SUPPLIED DATA:
+ + +

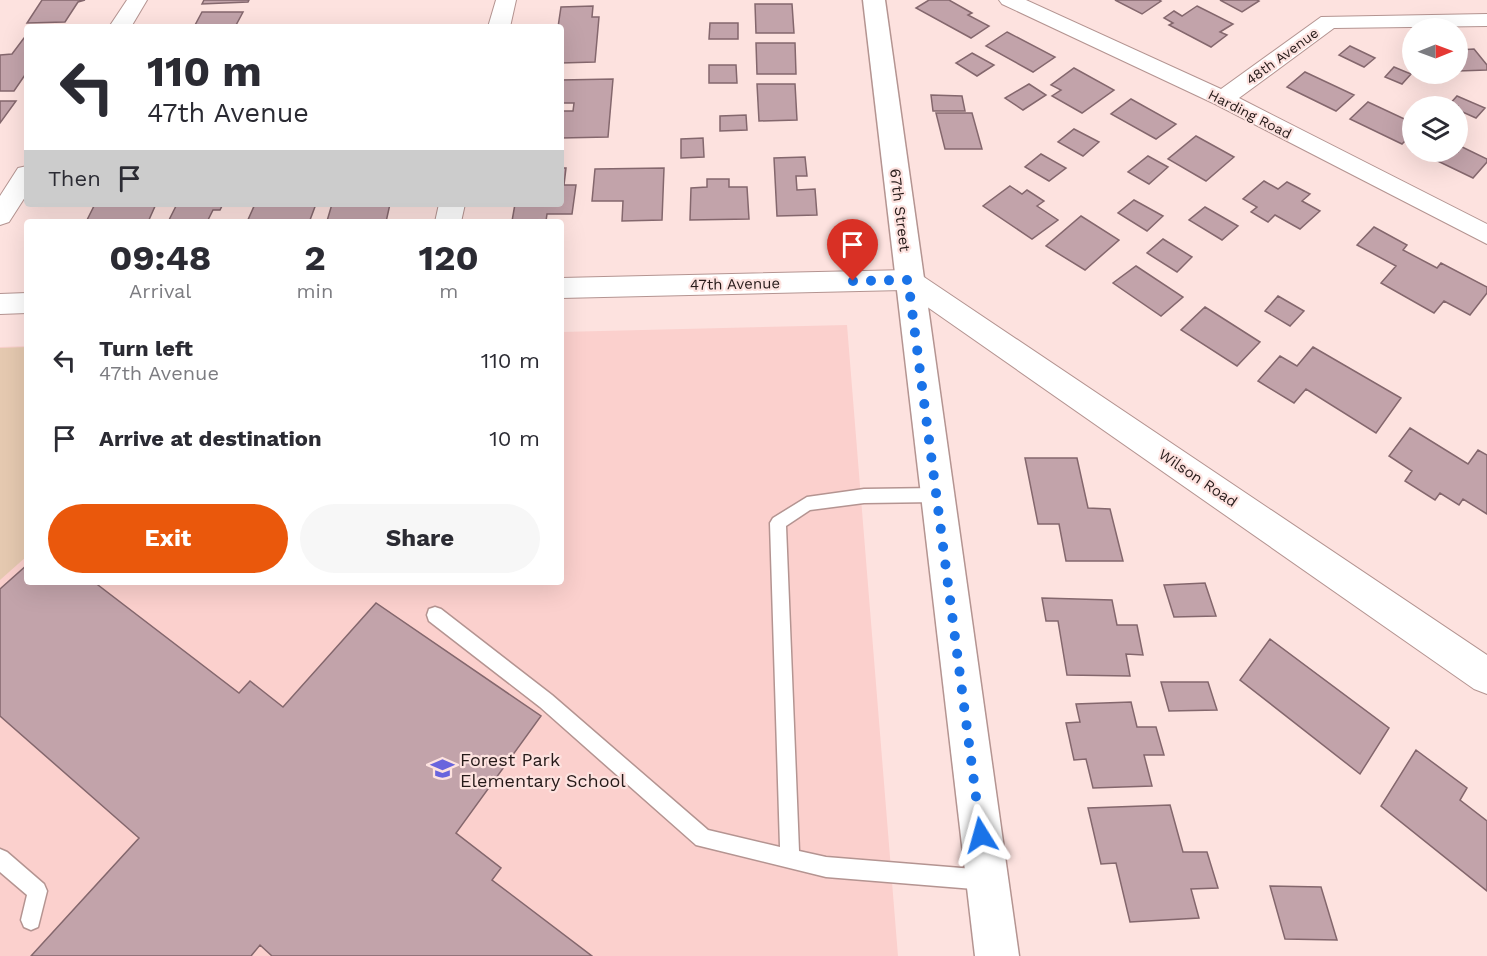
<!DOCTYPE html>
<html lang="en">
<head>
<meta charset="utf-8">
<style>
	:root { --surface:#fff; --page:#f7f7f7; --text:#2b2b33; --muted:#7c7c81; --accent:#ea580c }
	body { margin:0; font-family:"Work Sans",sans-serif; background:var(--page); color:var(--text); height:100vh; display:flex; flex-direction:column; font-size:22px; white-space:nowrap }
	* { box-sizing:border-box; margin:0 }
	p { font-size:20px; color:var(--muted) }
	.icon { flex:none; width:33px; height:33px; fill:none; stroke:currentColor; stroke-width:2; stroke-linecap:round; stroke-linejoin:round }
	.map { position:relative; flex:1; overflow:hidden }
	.details { position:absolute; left:24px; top:219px; width:540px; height:366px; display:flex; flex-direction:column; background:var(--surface); border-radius:6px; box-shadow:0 6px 24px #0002 }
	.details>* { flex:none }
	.hud { position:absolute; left:24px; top:24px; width:540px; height:183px; border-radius:6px; box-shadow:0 6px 24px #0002; background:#fff; color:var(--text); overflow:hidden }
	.needle { width:39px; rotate:89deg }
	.fabs { position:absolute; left:1402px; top:18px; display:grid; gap:12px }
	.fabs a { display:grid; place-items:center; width:66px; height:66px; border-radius:50%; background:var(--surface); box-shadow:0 6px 24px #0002; font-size:30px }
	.pin { position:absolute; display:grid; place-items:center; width:51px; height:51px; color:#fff; margin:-62px -26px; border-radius:50% 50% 50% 0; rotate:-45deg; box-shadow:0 0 6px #0007 }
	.pin .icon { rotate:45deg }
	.me { position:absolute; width:66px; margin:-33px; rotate:352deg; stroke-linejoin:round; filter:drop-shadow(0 0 4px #0008) }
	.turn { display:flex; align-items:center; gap:21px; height:126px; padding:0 24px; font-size:27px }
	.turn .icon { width:78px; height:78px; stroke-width:2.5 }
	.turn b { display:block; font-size:42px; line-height:51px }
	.then { display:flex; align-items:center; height:57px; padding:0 24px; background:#0003; gap:12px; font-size:22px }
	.eta { display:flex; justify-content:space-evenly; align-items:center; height:102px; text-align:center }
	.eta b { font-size:36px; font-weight:700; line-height:42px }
	.action { display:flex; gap:12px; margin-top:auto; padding:12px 24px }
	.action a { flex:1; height:69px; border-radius:36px; background:var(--accent); color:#fff; font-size:24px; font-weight:700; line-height:69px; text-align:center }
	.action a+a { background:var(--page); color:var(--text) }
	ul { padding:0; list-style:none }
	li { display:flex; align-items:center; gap:18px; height:78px; padding:0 24px }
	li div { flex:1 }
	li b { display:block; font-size:22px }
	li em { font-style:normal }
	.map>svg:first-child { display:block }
	.built { fill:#fbd0cd }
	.green { fill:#e5c9b0 }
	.building { fill:#c2a3aa; stroke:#84676d; stroke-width:1.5 }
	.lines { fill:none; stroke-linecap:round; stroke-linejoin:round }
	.lane-casing { stroke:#b49491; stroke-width:3 }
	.street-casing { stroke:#b49491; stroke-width:2 }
	.secondary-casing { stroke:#b49491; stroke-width:3 }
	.lane { fill:#fff; fill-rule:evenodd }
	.street { fill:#fff; fill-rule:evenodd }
	.secondary { fill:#fff; fill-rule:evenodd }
	.route { stroke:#1a73e8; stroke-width:10; stroke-dasharray:0 18 }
	.labels { text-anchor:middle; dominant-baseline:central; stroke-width:4.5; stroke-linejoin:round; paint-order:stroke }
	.far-street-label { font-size:14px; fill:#261a19; stroke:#fde2df }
	.street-label { font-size:15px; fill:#261a19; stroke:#fde2df }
	.near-poi-label { font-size:18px; fill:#261a19; stroke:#fde2df; text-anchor:start }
</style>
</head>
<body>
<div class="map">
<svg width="1487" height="956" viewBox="0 0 1487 956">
	<rect width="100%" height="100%" fill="#fde2df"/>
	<path class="built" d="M847 325 898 956H0V347L27 346V582H561V332Z"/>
	<path class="green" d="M27 347V556L0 580V348Z"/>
	<path class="building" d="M42 0H85L78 2 65 22 27 23Z
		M204 0H249L248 2 202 4Z
		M929 0H949L972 13 968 15 989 26 971 38 916 8Z
		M1115 0H1159L1161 1 1142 14Z
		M1220 0H1257L1259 1 1242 12Z
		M755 4H792L794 33H756Z
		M593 6 592 17H599L595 62 561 63V27H558L561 7Z
		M1197 6 1233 24 1220 32 1227 35 1211 47 1169 25 1173 23 1164 18 1174 11 1182 16Z
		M202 12H243L235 27H194Z
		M710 23H738V39H709Z
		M1007 32 1055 57 1033 72 986 46Z
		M24 38H27V72L14 91H0V55L12 54Z
		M756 43H795L796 74H757Z
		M1350 46 1375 58 1364 67 1339 55Z
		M1474 49 1487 65V70L1458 71V50Z
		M972 53 994 65 977 76 956 63Z
		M709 65H736L737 83H709Z
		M1394 67 1411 74 1402 84 1385 77Z
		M1074 68 1114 90 1082 113 1052 96 1061 90 1051 85Z
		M1305 72 1354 95 1336 111 1287 87Z
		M613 79 608 137 561 138V111H573L574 103H561V80Z
		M757 84H795L797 120 759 121Z
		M1029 84 1046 95 1023 110 1005 98Z
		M931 95 962 96 965 111H933Z
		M1457 96 1485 108 1476 118 1458 110V106H1448Z
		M1131 99 1176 124 1156 139 1111 114Z
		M0 101H16L0 123Z
		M1368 102 1413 123V133L1402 144 1350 119Z
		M936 113H972L982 149H945Z
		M746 115 747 130 720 131V116Z
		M1074 129 1099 142 1083 156 1058 142Z
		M1196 136 1234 157 1206 181 1168 159Z
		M703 138 704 157 681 158V139Z
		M1458 145 1487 159V162L1473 178 1419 152H1458Z
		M1041 154 1066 168 1049 181 1025 167Z
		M1148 156 1168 167 1149 184 1128 172Z
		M805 157 807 176H796L797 190 815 189 817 215 777 216 774 158Z
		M561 168H566L564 185H576L572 214H547L546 221H512L515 204H561Z
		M664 168 662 220 622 221 623 201H592L595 169Z
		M707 179H729V187H747L749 219 690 220 691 188 707 187Z
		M1264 181 1278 189 1287 182 1310 194 1302 201 1320 211 1300 229 1275 215 1268 222 1251 212 1257 207 1243 199Z
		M1010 186 1022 194 1027 190 1044 201 1037 206 1058 220 1032 239 983 206Z
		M1134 200 1163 216 1147 231 1118 213Z
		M95 204H156L148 222H86Z
		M182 204H223L220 210H213L207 222H168L176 206Z
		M255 204H316L310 220 247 222Z
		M332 204H390L386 222 327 221Z
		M1205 207 1238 226 1222 240 1189 220Z
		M1081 216 1119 240 1085 270 1046 246Z
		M1374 227 1407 245 1403 250 1437 268 1441 263 1487 287V293L1470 315 1444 301 1434 313 1381 283 1396 266 1357 245Z
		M1163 239 1192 257 1177 272 1147 253Z
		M1136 266 1183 297 1161 316 1113 283Z
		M1278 296 1304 311 1290 326 1265 311Z
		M1205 307 1260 342 1237 366 1181 330Z
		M1313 347 1401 398 1376 433 1306 389 1294 403 1258 381 1280 356 1297 366Z
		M1410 428 1468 464 1478 450 1487 455V514L1463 499 1459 505 1440 493 1435 500 1405 481 1412 471 1389 456Z
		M1025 458H1077L1088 508 1110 509 1123 561H1066L1059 524H1038Z
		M27 565V582H94L239 693 250 681 283 707 376 603 541 716 456 833 501 868 492 880 592 956H272L260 945 251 956H31L139 838 0 716V589Z
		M1205 583 1216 616 1174 617 1164 585Z
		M1042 598 1112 600 1117 625H1137L1143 655 1126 654 1130 676 1067 675 1058 621H1046Z
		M1270 639 1389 728 1360 774 1240 680Z
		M1161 682H1208L1217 710 1169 711Z
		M1131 702 1137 727H1156L1164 755H1144L1152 786 1093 788 1086 759 1074 760 1066 723 1080 722 1076 704Z
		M1416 750 1467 788 1460 800 1487 821V891L1381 806Z
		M1170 805 1183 852H1207L1218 888 1191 889 1199 918 1130 922 1116 863 1101 864 1088 808Z
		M1270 886 1321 887 1337 940 1285 939Z"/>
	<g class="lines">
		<defs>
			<path id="lane" d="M937 488 942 490 945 495 942 500 937 502 864 503 810 510 786 526 799 851 826 857 986 870 993 873 996 880 993 887 986 890 826 877 696 845 540 707 429 621 427 615 429 609 435 607 441 609 552 695 708 830 780 847 770 523 773 518 807 497 864 489Z
				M0 849 7 852 44 884 47 891 38 927 31 930 24 927 21 920 27 895 0 872Z"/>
			<path id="street" d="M127 0H147L131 27H109Z
				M496 0H516L510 27H488Z
				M999 0H1026L1221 89 1321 17 1487 14V26L1334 28 1239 98 1487 224V244L1215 104 1002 4Z
				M27 166V194L9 222 0 225V196L18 168Z
				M439 204H465L461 222H435Z
				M908 270 918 273 1487 655V694L1474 689 903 290 561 298V278Z
				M27 293V313L0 314V294Z"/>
			<path id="secondary" d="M863 0H885L1019 956H975Z"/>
		</defs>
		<use href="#lane" class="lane-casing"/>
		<use href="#street" class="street-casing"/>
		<use href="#secondary" class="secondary-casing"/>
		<use href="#lane" class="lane"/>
		<use href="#street" class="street"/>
		<use href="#secondary" class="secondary"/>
	</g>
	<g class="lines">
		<path class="route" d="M853 281 908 280 981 835"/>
	</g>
	<defs>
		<symbol id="school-bare" viewBox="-9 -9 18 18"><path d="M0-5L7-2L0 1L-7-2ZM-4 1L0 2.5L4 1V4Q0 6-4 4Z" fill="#6964dd" stroke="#fde2df" stroke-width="2.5" paint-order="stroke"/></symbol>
	</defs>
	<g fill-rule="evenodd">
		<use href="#school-bare" x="426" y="752" width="33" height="33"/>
	</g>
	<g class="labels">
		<g class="far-street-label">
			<text transform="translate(1282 56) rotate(-36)">48th Avenue</text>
			<text transform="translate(1250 114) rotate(27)">Harding Road</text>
		</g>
		<g class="street-label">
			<text transform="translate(900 210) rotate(83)">67th Street</text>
			<text transform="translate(735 284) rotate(-1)">47th Avenue</text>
			<text transform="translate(1198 478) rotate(34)">Wilson Road</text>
		</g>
		<g class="near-poi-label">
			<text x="460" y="759">Forest Park<tspan x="460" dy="21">Elementary School</tspan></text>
		</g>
	</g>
</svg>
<div class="fabs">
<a><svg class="needle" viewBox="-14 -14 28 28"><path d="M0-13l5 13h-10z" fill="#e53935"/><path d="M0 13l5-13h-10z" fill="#7c7c81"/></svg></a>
<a><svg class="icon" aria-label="layers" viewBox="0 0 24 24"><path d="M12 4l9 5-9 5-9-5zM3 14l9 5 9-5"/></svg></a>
</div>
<div class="pin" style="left:853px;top:281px;background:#d93025"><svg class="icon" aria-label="arrive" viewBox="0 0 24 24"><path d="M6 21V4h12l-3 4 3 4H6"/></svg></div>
<svg class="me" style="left:981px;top:835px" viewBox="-20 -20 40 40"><path d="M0-17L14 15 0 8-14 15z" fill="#1a73e8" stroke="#fff" stroke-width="4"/></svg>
<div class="hud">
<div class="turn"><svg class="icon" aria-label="left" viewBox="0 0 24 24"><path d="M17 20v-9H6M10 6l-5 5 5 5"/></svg><div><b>110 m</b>47th Avenue</div></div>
<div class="then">Then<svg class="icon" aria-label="arrive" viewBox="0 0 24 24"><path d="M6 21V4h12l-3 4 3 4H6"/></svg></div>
</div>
<section class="details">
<div class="eta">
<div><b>09:48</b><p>Arrival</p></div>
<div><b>2</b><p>min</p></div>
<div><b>120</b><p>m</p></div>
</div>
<ul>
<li><svg class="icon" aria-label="left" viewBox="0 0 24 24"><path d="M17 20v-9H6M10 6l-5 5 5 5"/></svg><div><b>Turn left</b><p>47th Avenue</p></div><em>110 m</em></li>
<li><svg class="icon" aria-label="arrive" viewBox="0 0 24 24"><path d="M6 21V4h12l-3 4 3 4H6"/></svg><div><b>Arrive at destination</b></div><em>10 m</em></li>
</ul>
<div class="action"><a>Exit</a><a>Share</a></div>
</section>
</div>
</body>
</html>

+ + +

The count alone is wanted: how many lines above hold the string "border"?

SOLUTION BELOW: 6